**Data for review:**
Start of Block
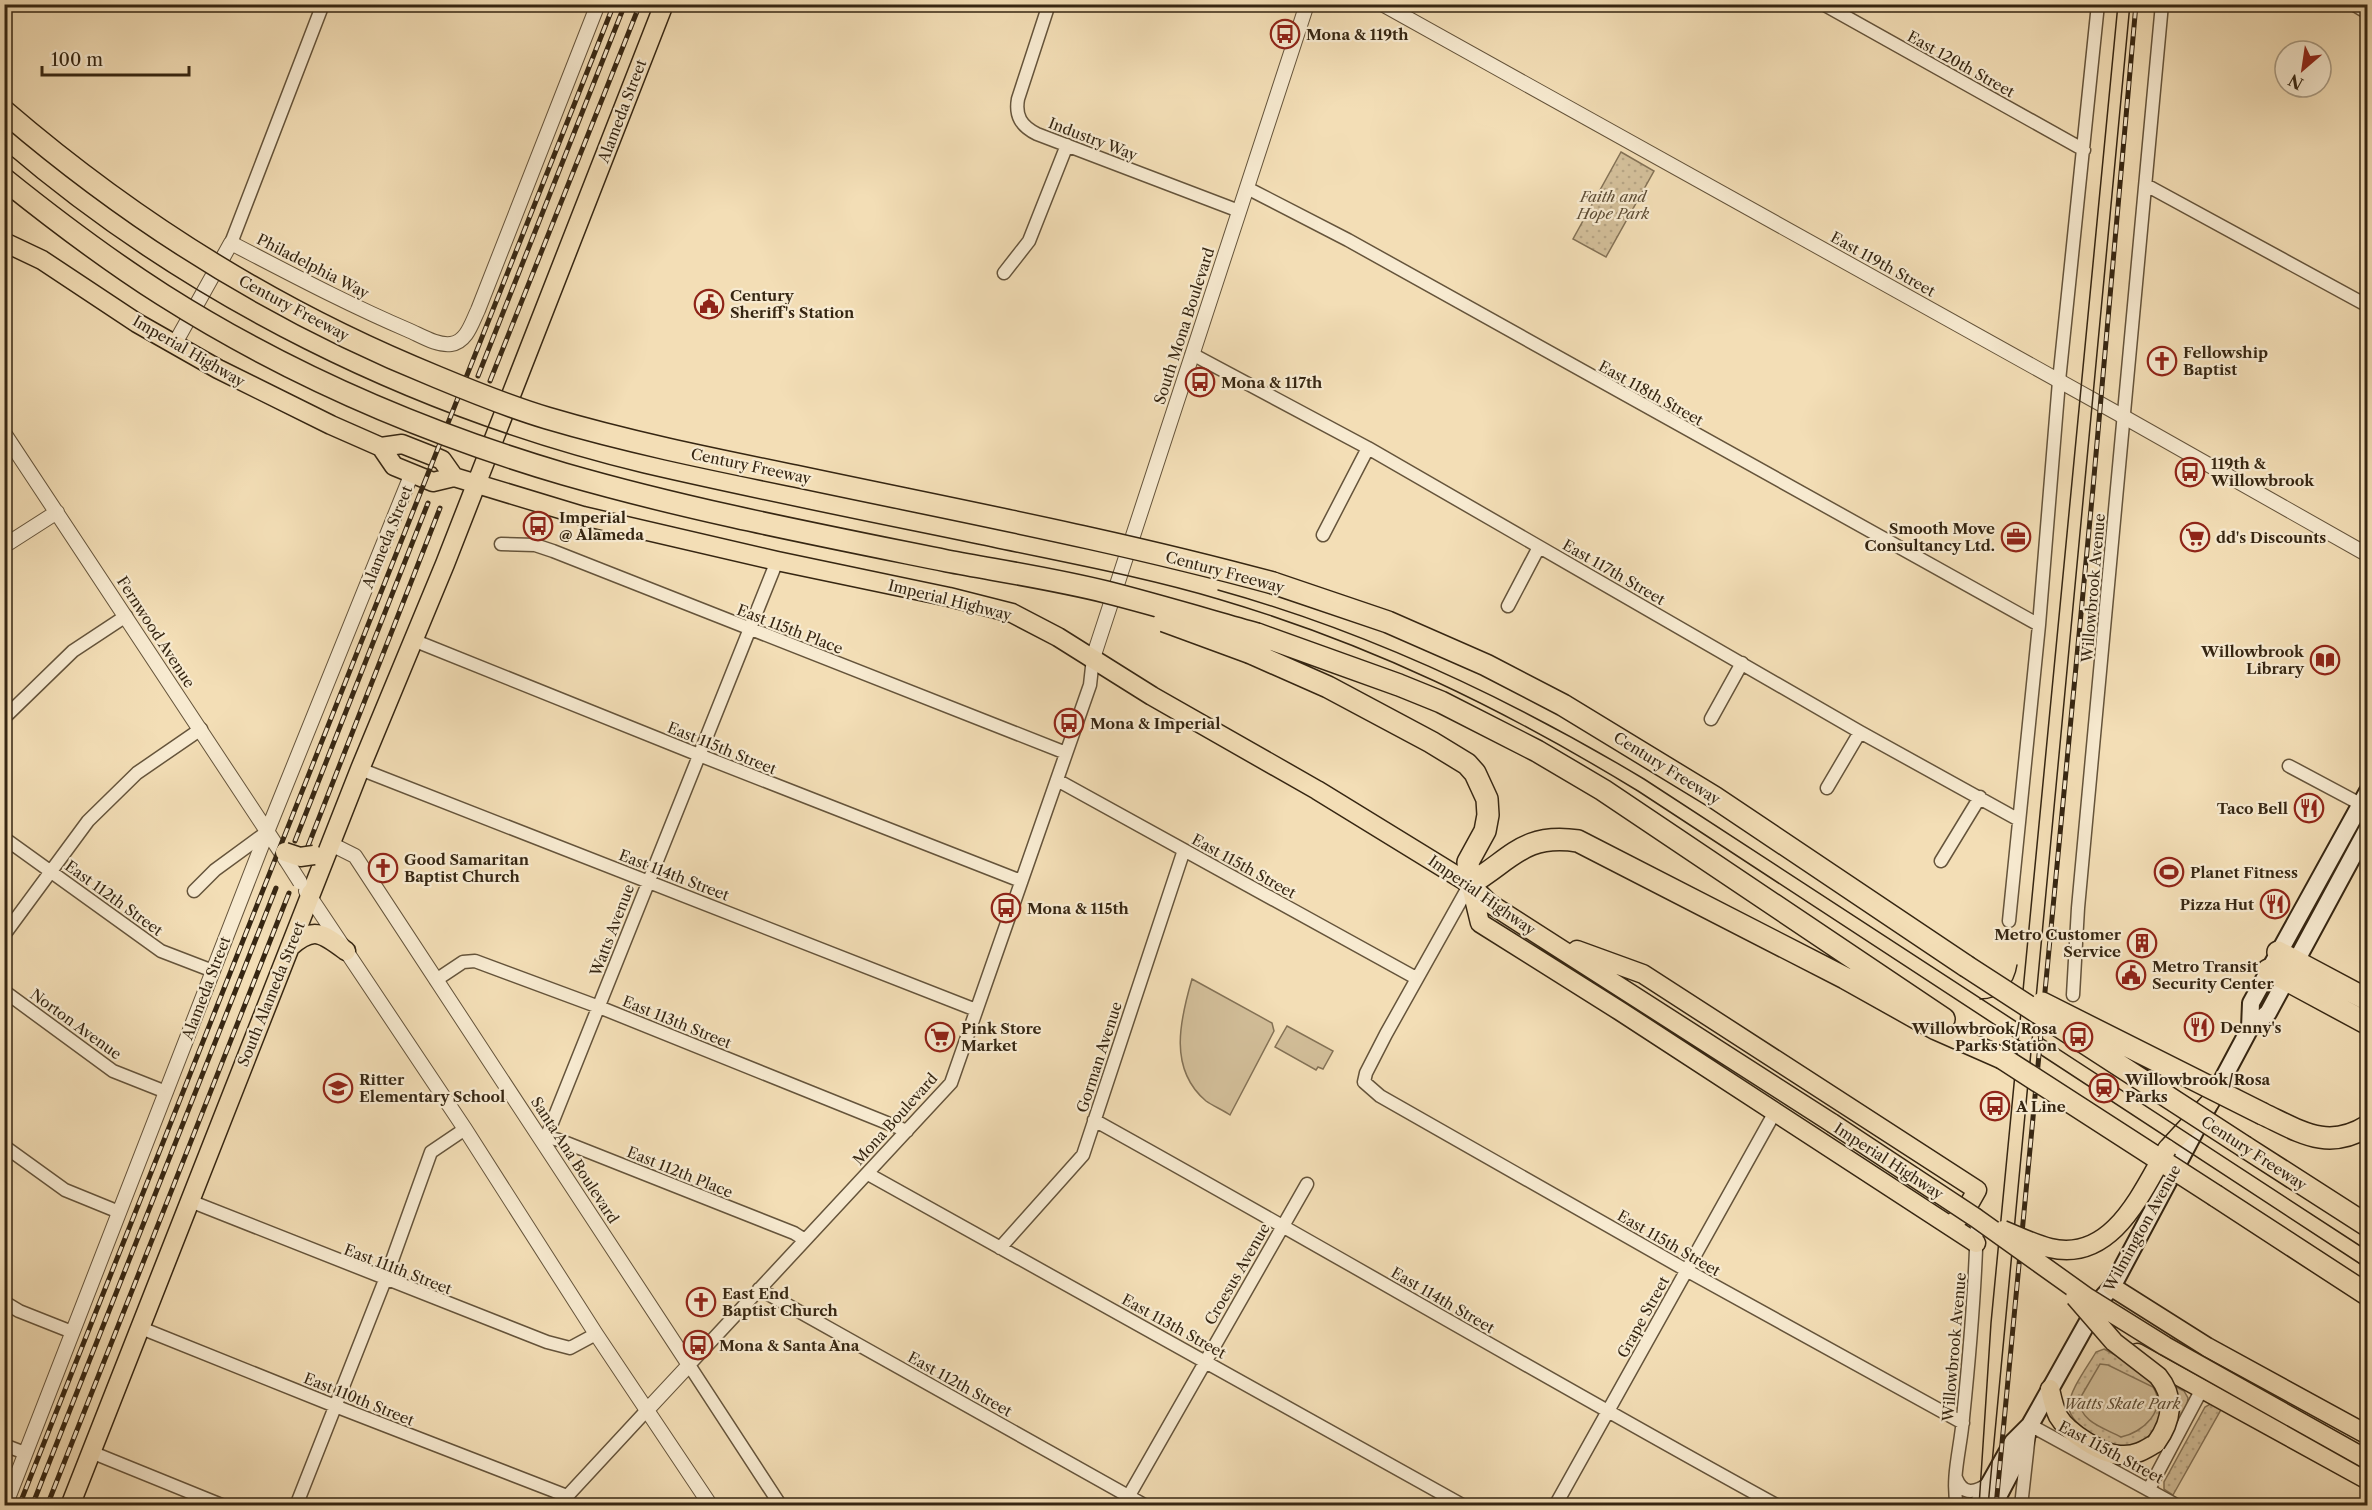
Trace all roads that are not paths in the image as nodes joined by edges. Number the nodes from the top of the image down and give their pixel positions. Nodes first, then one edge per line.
1 (323, 4) edge
2 (598, 4) edge
3 (664, 4) edge
4 (1048, 4) edge
5 (1307, 4) edge
6 (1382, 4) edge
7 (1823, 4) edge
8 (2098, 4) edge
9 (2162, 4) edge
10 (2353, 4) edge
11 (2367, 12) edge
12 (4, 111) edge
13 (1067, 145) junction
14 (2084, 150) junction
15 (4, 179) edge
16 (2146, 185) junction
17 (1247, 188) junction
18 (1239, 211) junction
19 (4, 242) edge
20 (231, 243) junction
21 (1004, 273) dead end
22 (2367, 306) edge
23 (174, 345) junction
24 (1192, 354) junction
25 (2059, 381) junction
26 (2124, 417) junction
27 (4, 433) edge
28 (381, 447) junction
29 (1368, 448) junction
30 (412, 473) junction
31 (454, 477) junction
32 (476, 485) junction
33 (57, 512) junction
34 (1323, 535) dead end
35 (501, 544) dead end
36 (4, 546) edge
37 (1539, 547) junction
38 (2367, 555) edge
39 (777, 561) junction
40 (1508, 606) dead end
41 (126, 616) junction
42 (2039, 625) junction
43 (749, 629) junction
44 (413, 640) junction
45 (1254, 643) junction
46 (1093, 658) junction
47 (1742, 663) junction
48 (4, 718) edge
49 (1711, 719) dead end
50 (201, 729) junction
51 (1860, 732) junction
52 (1066, 753) junction
53 (699, 755) junction
54 (2289, 766) dead end
55 (360, 769) junction
56 (1057, 780) junction
57 (1827, 788) dead end
58 (1980, 797) junction
59 (2365, 800) edge
60 (2019, 820) junction
61 (2367, 828) edge
62 (267, 832) junction
63 (4, 838) edge
64 (331, 844) junction
65 (1184, 850) junction
66 (283, 854) junction
67 (1941, 861) dead end
68 (51, 872) junction
69 (648, 880) junction
70 (1021, 881) junction
71 (1470, 884) junction
72 (305, 889) junction
73 (194, 891) dead end
74 (2009, 921) dead end
75 (4, 935) edge
76 (1547, 940) junction
77 (290, 947) junction
78 (346, 951) junction
79 (1966, 966) junction
80 (2283, 966) junction
81 (213, 971) junction
82 (1416, 978) junction
83 (436, 980) junction
84 (4, 991) edge
85 (2073, 995) dead end
86 (2367, 1000) edge
87 (599, 1007) junction
88 (976, 1010) junction
89 (2367, 1024) edge
90 (1960, 1035) junction
91 (165, 1092) junction
92 (2210, 1102) junction
93 (1775, 1112) junction
94 (1094, 1120) junction
95 (2367, 1126) edge
96 (465, 1129) junction
97 (907, 1131) junction
98 (544, 1143) junction
99 (4, 1146) edge
100 (868, 1174) junction
101 (1307, 1184) dead end
102 (1977, 1190) junction
103 (190, 1201) junction
104 (119, 1212) junction
105 (1976, 1218) junction
106 (1947, 1224) junction
107 (1283, 1225) junction
108 (2367, 1226) edge
109 (805, 1240) junction
110 (1976, 1243) junction
111 (1000, 1248) junction
112 (1686, 1270) junction
113 (2058, 1278) junction
114 (384, 1280) junction
115 (759, 1289) junction
116 (2106, 1293) junction
117 (2367, 1295) edge
118 (4, 1302) edge
119 (2086, 1325) junction
120 (141, 1328) junction
121 (72, 1332) junction
122 (596, 1334) junction
123 (1205, 1361) junction
124 (689, 1365) junction
125 (2050, 1389) junction
126 (2202, 1389) junction
127 (335, 1406) junction
128 (647, 1410) junction
129 (1607, 1412) junction
130 (1963, 1423) junction
131 (2030, 1425) junction
132 (2367, 1435) edge
133 (4, 1444) edge
134 (25, 1452) junction
135 (91, 1452) junction
136 (2367, 1460) edge
137 (1956, 1478) junction
138 (2367, 1480) edge
139 (1990, 1482) junction
140 (2149, 1489) junction
141 (563, 1501) edge
142 (1126, 1501) edge
143 (1995, 1502) edge
144 (5, 1506) edge
145 (70, 1506) edge
146 (224, 1506) edge
147 (296, 1506) edge
148 (711, 1506) edge
149 (782, 1506) edge
150 (1146, 1506) edge
151 (1464, 1506) edge
152 (1555, 1506) edge
153 (1778, 1506) edge
154 (1957, 1506) edge
155 (1977, 1506) edge
156 (2019, 1506) edge
157 (2178, 1506) edge

1 - 20 street
2 - 20 street, Philadelphia Way
3 - 32 main road, Alameda Street
4 - 13 street, Industry Way
5 - 17 street, South Mona Boulevard
6 - 25 street, East 119th Street
7 - 14 street, East 120th Street
8 - 14 street
9 - 16 street, Willowbrook Avenue
10 - 11 street
12 - 79 highway, Century Freeway, bridge
13 - 18 street, Industry Way
13 - 21 street
14 - 25 street
15 - 45 highway, bridge
16 - 22 street
16 - 26 street, Willowbrook Avenue
17 - 18 street, South Mona Boulevard
17 - 42 street, East 118th Street
18 - 24 street, South Mona Boulevard
19 - 23 main road, Imperial Highway
20 - 23 street
23 - 28 main road, Imperial Highway
24 - 29 street, East 117th Street
24 - 46 street, South Mona Boulevard
25 - 26 street, East 119th Street
25 - 42 street
26 - 38 street, East 119th Street
26 - 85 street, Willowbrook Avenue
27 - 33 street, Fernwood Avenue
28 - 30 main road, Imperial Highway
28 - 31 main road, Imperial Highway
29 - 34 street
29 - 37 street, East 117th Street
30 - 31 main road, Imperial Highway
30 - 62 street, Alameda Street
31 - 32 main road, Imperial Highway
32 - 39 main road, Imperial Highway
32 - 44 main road, South Alameda Street
33 - 36 street
33 - 41 street, Fernwood Avenue
35 - 43 street, East 115th Place
37 - 40 street
37 - 47 street, East 117th Street
39 - 43 street, Watts Avenue
39 - 46 main road, Imperial Highway
41 - 48 street
41 - 50 street, Fernwood Avenue
42 - 60 street
43 - 52 street, East 115th Place
43 - 53 street, Watts Avenue
44 - 53 street, East 115th Street
44 - 55 main road, South Alameda Street
45 - 71 highway
45 - 90 highway
46 - 52 street, Mona Boulevard
46 - 71 main road, Imperial Highway
47 - 49 street
47 - 51 street, East 117th Street
50 - 62 street, Fernwood Avenue
50 - 68 street
51 - 57 street
51 - 58 street, East 117th Street
52 - 56 street, Mona Boulevard
53 - 69 street, Watts Avenue
53 - 70 street, East 115th Street
54 - 59 street
55 - 64 main road, South Alameda Street
55 - 69 street, East 114th Street
56 - 65 street, East 115th Street
56 - 70 street, Mona Boulevard
58 - 60 street, East 117th Street
58 - 67 street
59 - 80 main road, Wilmington Avenue
60 - 74 street
61 - 80 main road, Wilmington Avenue
62 - 66 street, Fernwood Avenue
62 - 73 street
62 - 81 street, Alameda Street
63 - 68 street, East 112th Street
64 - 66 main road, bridge
64 - 72 main road, South Alameda Street
64 - 83 street, Santa Ana Boulevard
65 - 82 street, East 115th Street
65 - 94 street, Gorman Avenue
66 - 72 street, bridge
68 - 75 street
68 - 81 street, East 112th Street
69 - 87 street, Watts Avenue
69 - 88 street, East 114th Street
70 - 88 street, Mona Boulevard
71 - 76 main road, Imperial Highway
71 - 82 street
71 - 90 highway
71 - 93 main road
72 - 77 main road, South Alameda Street
72 - 78 street
76 - 102 main road
76 - 105 main road, Imperial Highway, bridge
77 - 78 main road
77 - 103 main road, South Alameda Street
78 - 96 street
79 - 95 highway, bridge
79 - 108 highway, Century Freeway, bridge
80 - 86 highway
80 - 89 highway
80 - 92 main road, Wilmington Avenue
81 - 91 street, Alameda Street
82 - 112 street, East 115th Street
83 - 87 street, East 113th Street
83 - 98 street, Santa Ana Boulevard
84 - 91 street, Norton Avenue
87 - 97 street, East 113th Street
87 - 98 street, Watts Avenue
88 - 97 street, Mona Boulevard
90 - 117 highway, bridge
91 - 104 street, Alameda Street
92 - 105 main road, bridge
92 - 116 main road, Wilmington Avenue
93 - 106 main road
93 - 112 street, Grape Street
94 - 107 street, East 114th Street
94 - 111 street, Gorman Avenue
96 - 114 street
96 - 122 street
97 - 100 street, Mona Boulevard
98 - 109 street, East 112th Place
98 - 124 street, Santa Ana Boulevard
99 - 104 street
100 - 109 street, Mona Boulevard
100 - 111 street, East 113th Street
101 - 107 street, Croesus Avenue
102 - 106 main road
102 - 110 street, Willowbrook Avenue
103 - 114 street, East 111th Street
103 - 120 main road, South Alameda Street
104 - 121 street, Alameda Street
105 - 113 main road, Imperial Highway, bridge
106 - 110 main road
107 - 123 street, Croesus Avenue
107 - 129 street, East 114th Street
109 - 115 street, Mona Boulevard
110 - 130 street, Willowbrook Avenue
111 - 123 street, East 113th Street
112 - 129 street, Grape Street
112 - 130 street, East 115th Street
113 - 125 main road, bridge
113 - 136 main road, Imperial Highway, bridge
114 - 122 street, East 111th Street
114 - 127 street
115 - 124 street, Mona Boulevard
115 - 142 street, East 112th Street
116 - 119 main road, Wilmington Avenue
116 - 132 main road
118 - 121 street
119 - 125 main road, Wilmington Avenue
119 - 126 main road
120 - 127 street, East 110th Street
120 - 135 main road, South Alameda Street
121 - 134 street, Alameda Street
122 - 128 street
123 - 142 street, Croesus Avenue
123 - 151 street, East 113th Street
124 - 128 street, Mona Boulevard
124 - 149 street, Santa Ana Boulevard
125 - 131 main road, Wilmington Avenue
126 - 138 main road
126 - 140 street
127 - 141 street, East 110th Street
127 - 147 street
128 - 141 street, Mona Boulevard
128 - 148 street
129 - 152 street, Grape Street
129 - 153 street, East 114th Street
130 - 137 street, Willowbrook Avenue
131 - 139 main road, Wilmington Avenue
131 - 140 street, East 115th Street
131 - 143 main road, Wilmington Avenue
131 - 156 street
133 - 134 street
134 - 144 street, Alameda Street
135 - 145 main road, South Alameda Street
135 - 146 street
137 - 139 street
137 - 154 street, Willowbrook Avenue
139 - 155 main road, Wilmington Avenue
140 - 157 street, East 115th Street
142 - 150 street, East 112th Street
143 - 156 street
End of Block
**Your goal:**
Search the entries for "bridge" and copy each matching line.

**Response area:**
12 - 79 highway, Century Freeway, bridge
15 - 45 highway, bridge
64 - 66 main road, bridge
66 - 72 street, bridge
76 - 105 main road, Imperial Highway, bridge
79 - 95 highway, bridge
79 - 108 highway, Century Freeway, bridge
90 - 117 highway, bridge
92 - 105 main road, bridge
105 - 113 main road, Imperial Highway, bridge
113 - 125 main road, bridge
113 - 136 main road, Imperial Highway, bridge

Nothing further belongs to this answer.